**WORK TO BE COMPLETED**. Search the records below for the word "Servidão" and show every line where it occurs.

--- RECORDS TO USE Enclosed Below ---

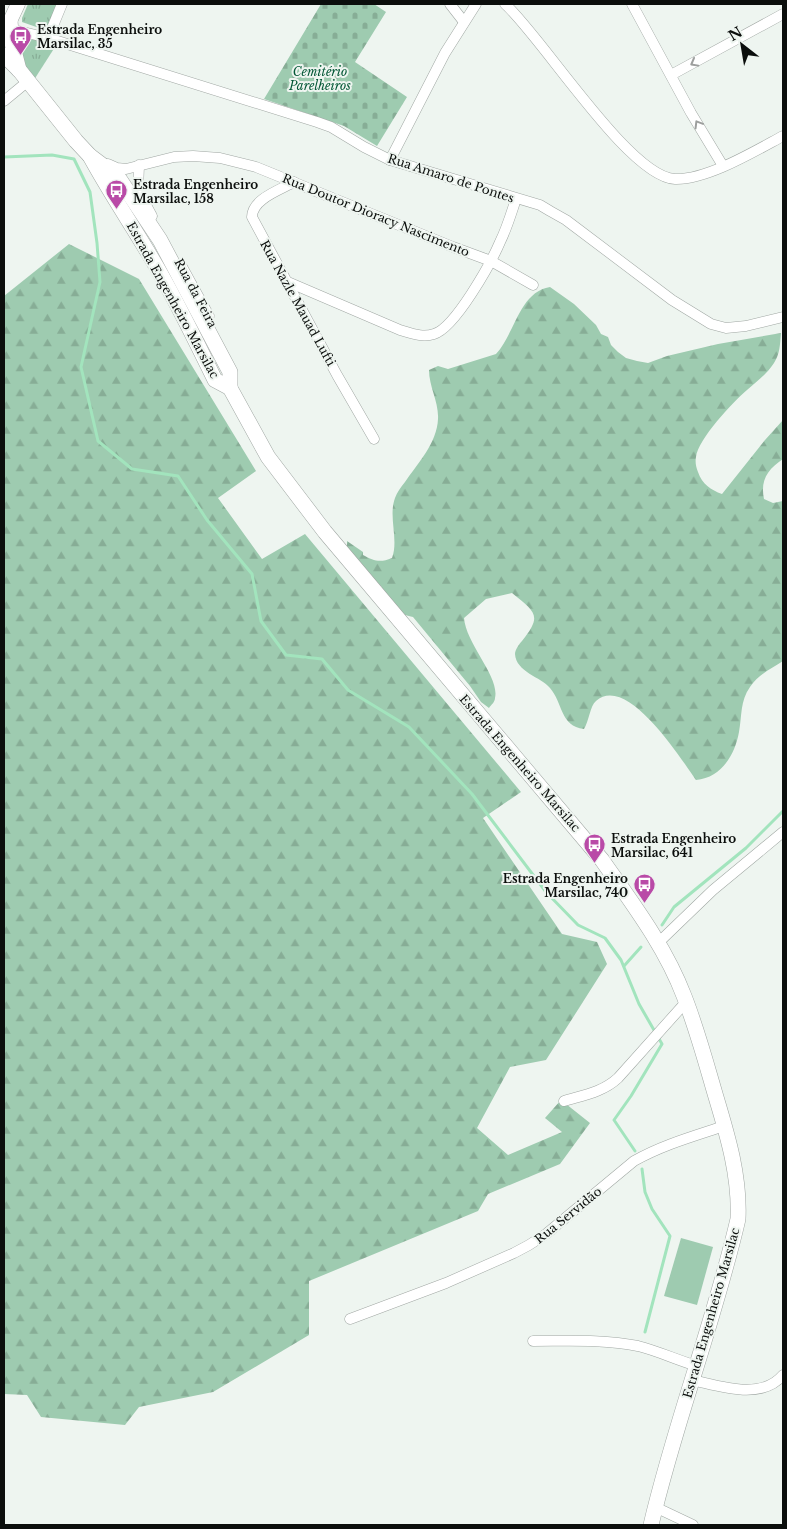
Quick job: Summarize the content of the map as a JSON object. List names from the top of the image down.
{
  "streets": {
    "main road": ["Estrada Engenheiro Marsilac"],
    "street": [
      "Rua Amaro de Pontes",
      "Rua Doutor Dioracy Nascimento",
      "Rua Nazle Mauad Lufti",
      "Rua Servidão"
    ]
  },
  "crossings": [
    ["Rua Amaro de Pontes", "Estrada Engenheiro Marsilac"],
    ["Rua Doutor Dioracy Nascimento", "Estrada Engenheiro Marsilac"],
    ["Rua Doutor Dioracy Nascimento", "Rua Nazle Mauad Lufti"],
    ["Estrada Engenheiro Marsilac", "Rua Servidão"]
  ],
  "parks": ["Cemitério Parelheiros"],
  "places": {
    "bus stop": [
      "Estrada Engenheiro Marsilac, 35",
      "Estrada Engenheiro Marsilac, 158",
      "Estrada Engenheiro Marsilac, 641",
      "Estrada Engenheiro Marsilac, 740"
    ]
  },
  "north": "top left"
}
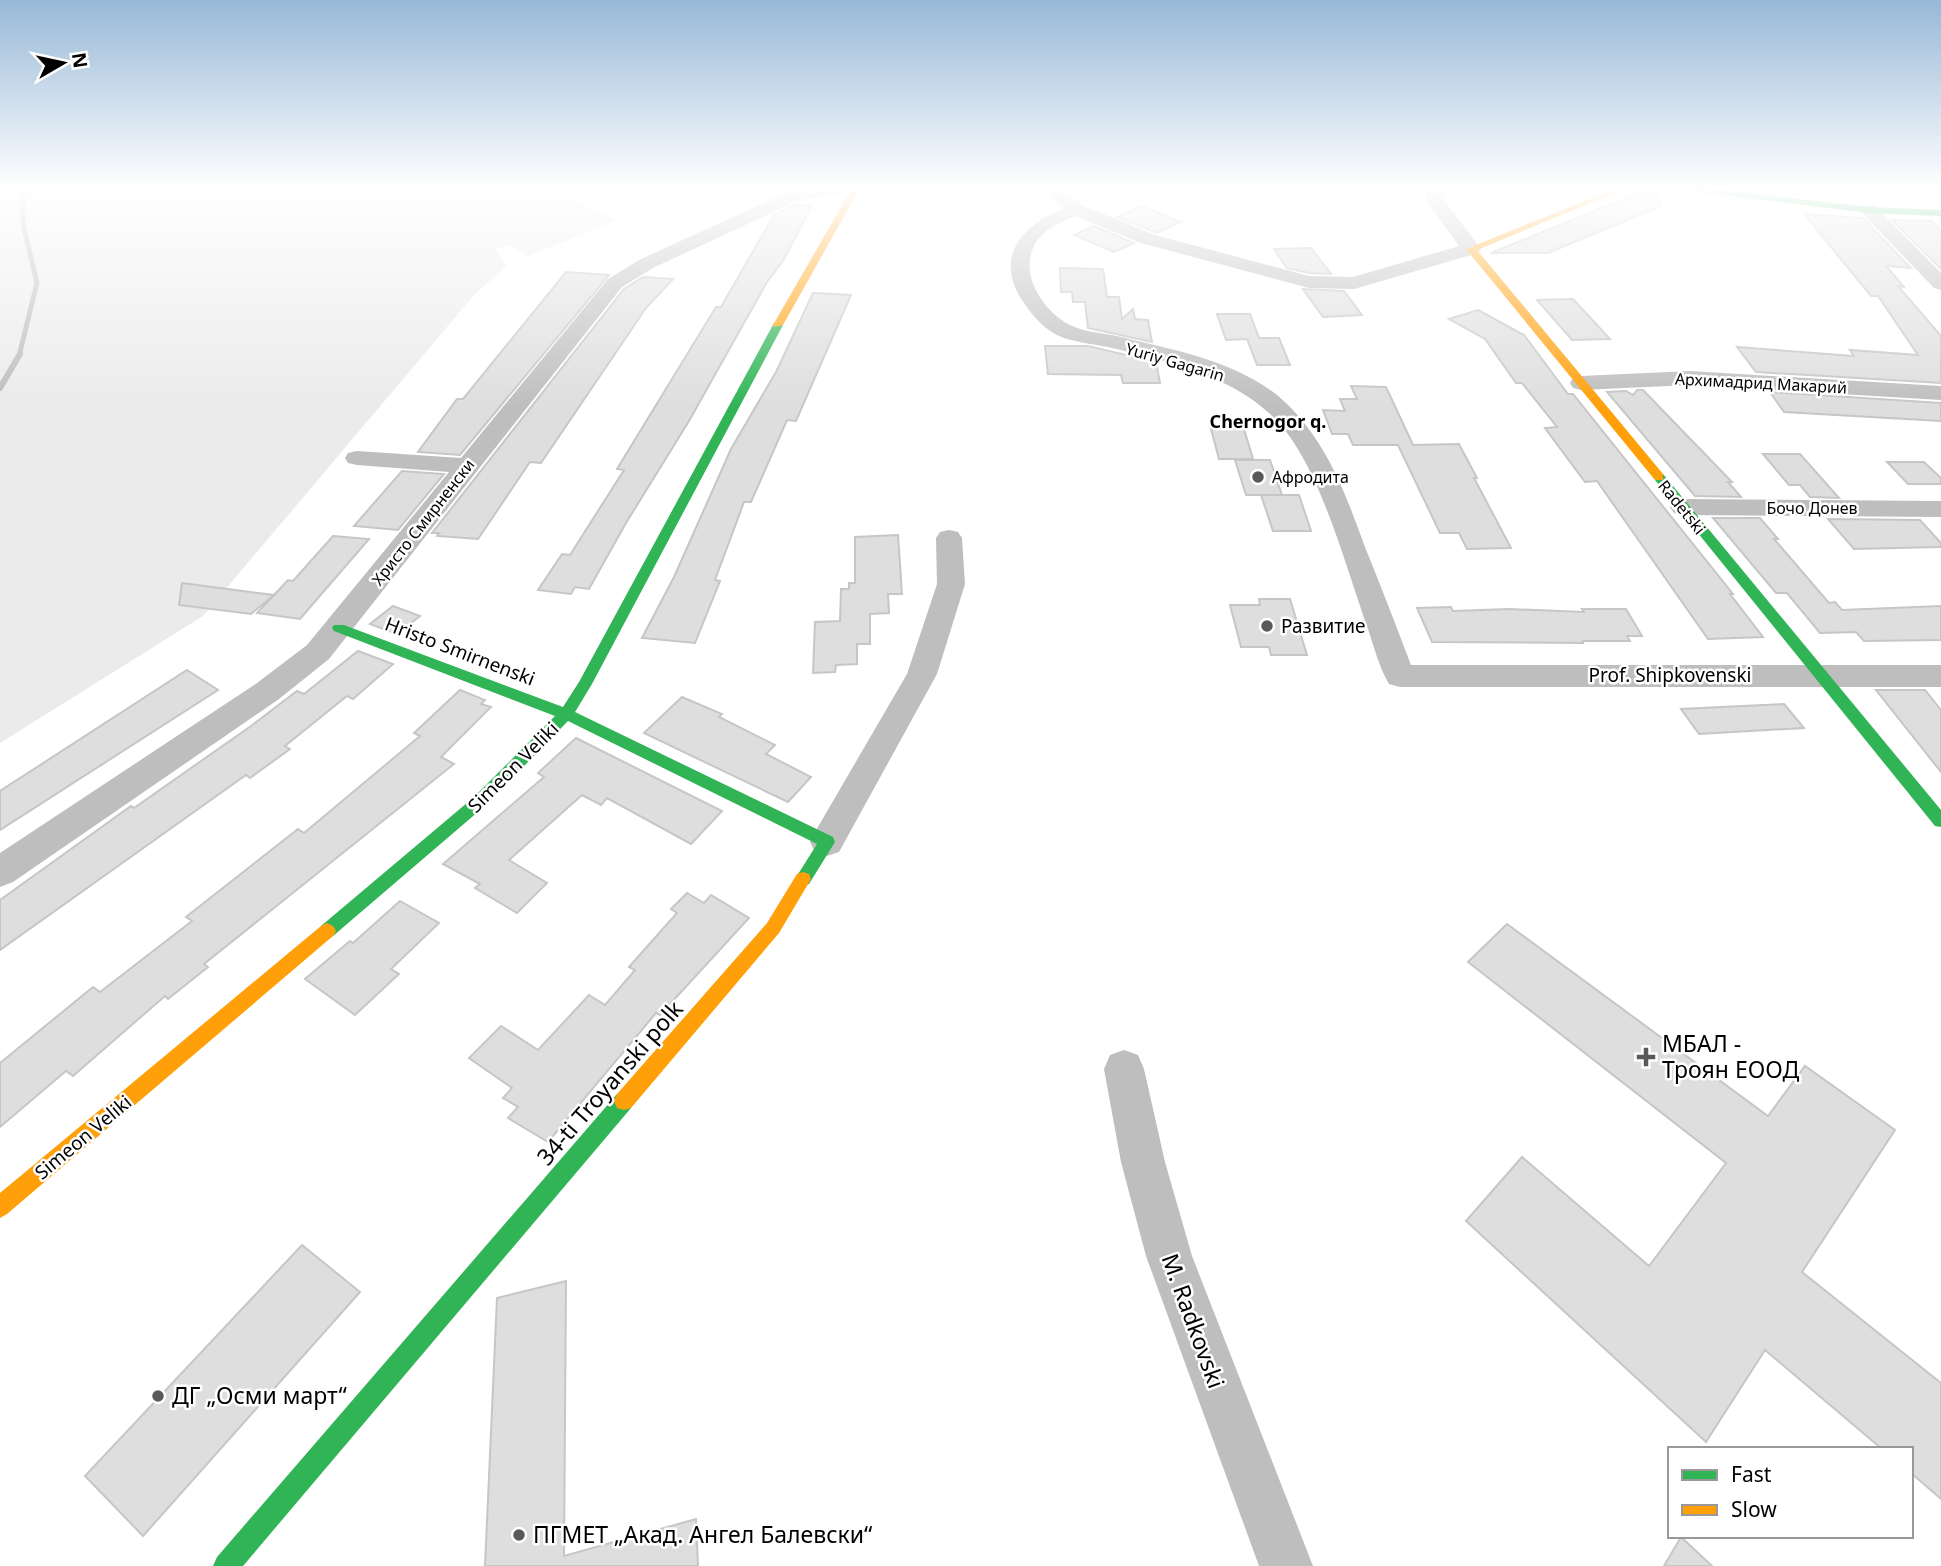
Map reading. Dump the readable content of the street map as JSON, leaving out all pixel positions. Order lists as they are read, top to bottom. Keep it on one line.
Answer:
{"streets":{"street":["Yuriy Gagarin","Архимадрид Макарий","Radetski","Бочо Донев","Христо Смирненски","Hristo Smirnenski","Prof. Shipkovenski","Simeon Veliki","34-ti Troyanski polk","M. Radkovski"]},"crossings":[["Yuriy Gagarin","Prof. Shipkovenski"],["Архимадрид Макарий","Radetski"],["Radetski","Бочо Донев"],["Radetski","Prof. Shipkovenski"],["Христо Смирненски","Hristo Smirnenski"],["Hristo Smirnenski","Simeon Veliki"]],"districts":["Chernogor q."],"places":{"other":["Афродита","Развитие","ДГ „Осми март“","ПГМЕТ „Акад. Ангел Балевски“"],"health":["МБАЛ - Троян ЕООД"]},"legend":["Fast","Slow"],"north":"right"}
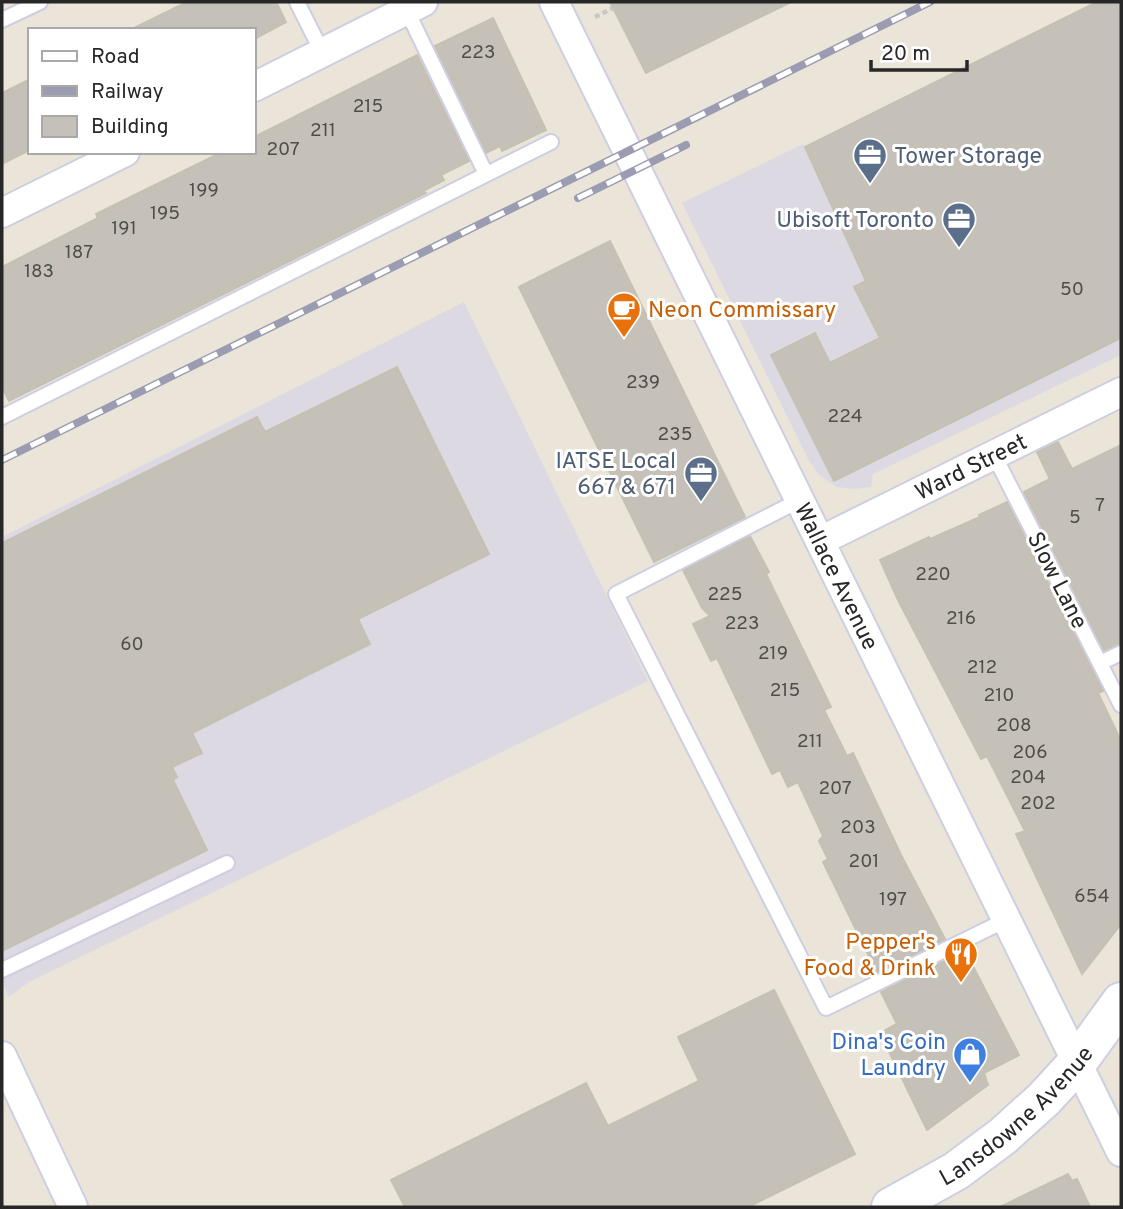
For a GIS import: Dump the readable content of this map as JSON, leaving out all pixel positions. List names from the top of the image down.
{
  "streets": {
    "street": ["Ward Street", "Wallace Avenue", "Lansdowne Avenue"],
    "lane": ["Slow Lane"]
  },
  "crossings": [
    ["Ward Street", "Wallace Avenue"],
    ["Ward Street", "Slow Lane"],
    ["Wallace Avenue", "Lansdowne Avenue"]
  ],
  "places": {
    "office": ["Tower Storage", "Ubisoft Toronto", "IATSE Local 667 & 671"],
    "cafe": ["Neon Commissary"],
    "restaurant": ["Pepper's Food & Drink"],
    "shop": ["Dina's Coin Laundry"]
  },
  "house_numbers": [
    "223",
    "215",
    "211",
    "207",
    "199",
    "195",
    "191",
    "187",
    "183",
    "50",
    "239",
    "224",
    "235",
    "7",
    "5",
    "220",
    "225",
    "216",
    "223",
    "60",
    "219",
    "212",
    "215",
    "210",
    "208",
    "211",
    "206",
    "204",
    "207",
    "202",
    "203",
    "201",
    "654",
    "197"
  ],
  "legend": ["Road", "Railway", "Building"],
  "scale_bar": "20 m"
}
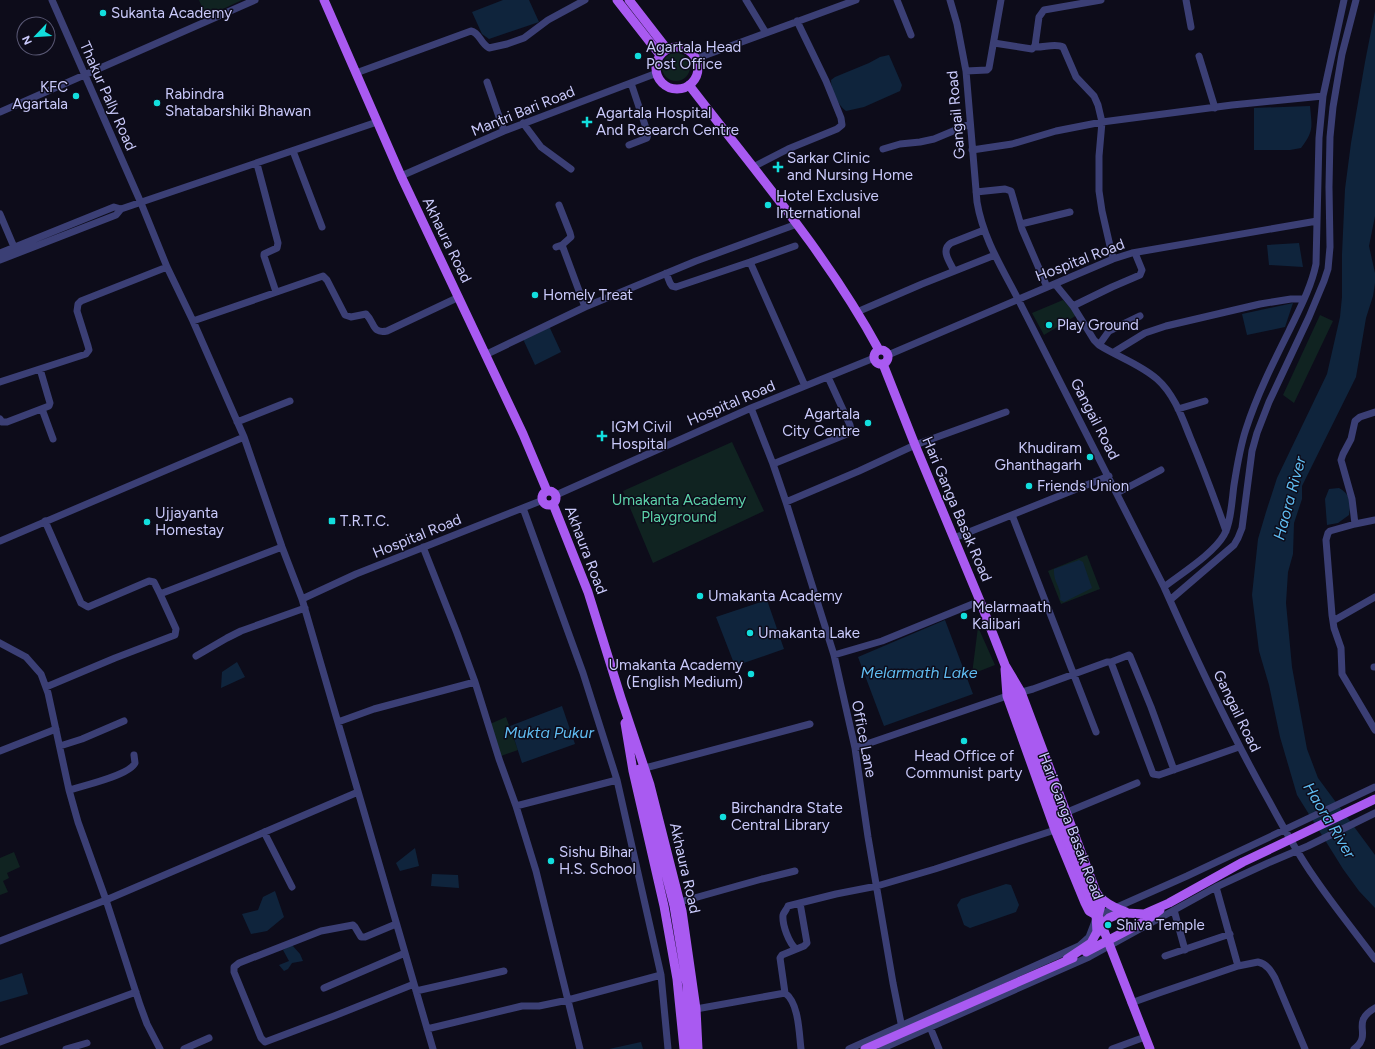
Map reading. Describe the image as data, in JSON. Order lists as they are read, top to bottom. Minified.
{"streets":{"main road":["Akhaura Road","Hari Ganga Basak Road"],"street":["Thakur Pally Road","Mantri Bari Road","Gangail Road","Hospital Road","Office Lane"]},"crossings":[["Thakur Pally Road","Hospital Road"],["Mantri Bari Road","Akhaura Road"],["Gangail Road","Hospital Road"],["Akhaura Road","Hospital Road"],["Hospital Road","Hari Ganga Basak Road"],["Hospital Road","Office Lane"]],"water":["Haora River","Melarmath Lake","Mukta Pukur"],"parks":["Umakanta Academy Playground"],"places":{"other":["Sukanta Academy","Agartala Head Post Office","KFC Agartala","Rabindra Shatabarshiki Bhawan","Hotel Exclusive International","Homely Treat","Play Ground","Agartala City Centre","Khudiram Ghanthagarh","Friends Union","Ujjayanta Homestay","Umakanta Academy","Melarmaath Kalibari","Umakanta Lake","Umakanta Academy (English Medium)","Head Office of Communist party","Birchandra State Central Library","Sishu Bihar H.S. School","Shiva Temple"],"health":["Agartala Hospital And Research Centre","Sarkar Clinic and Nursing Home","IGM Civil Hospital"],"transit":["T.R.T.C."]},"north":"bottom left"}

--- End of Enclosed RECORDS TO USE ---

**COMPLETED TASK**.
      "Rua Servidão"
    ["Estrada Engenheiro Marsilac", "Rua Servidão"]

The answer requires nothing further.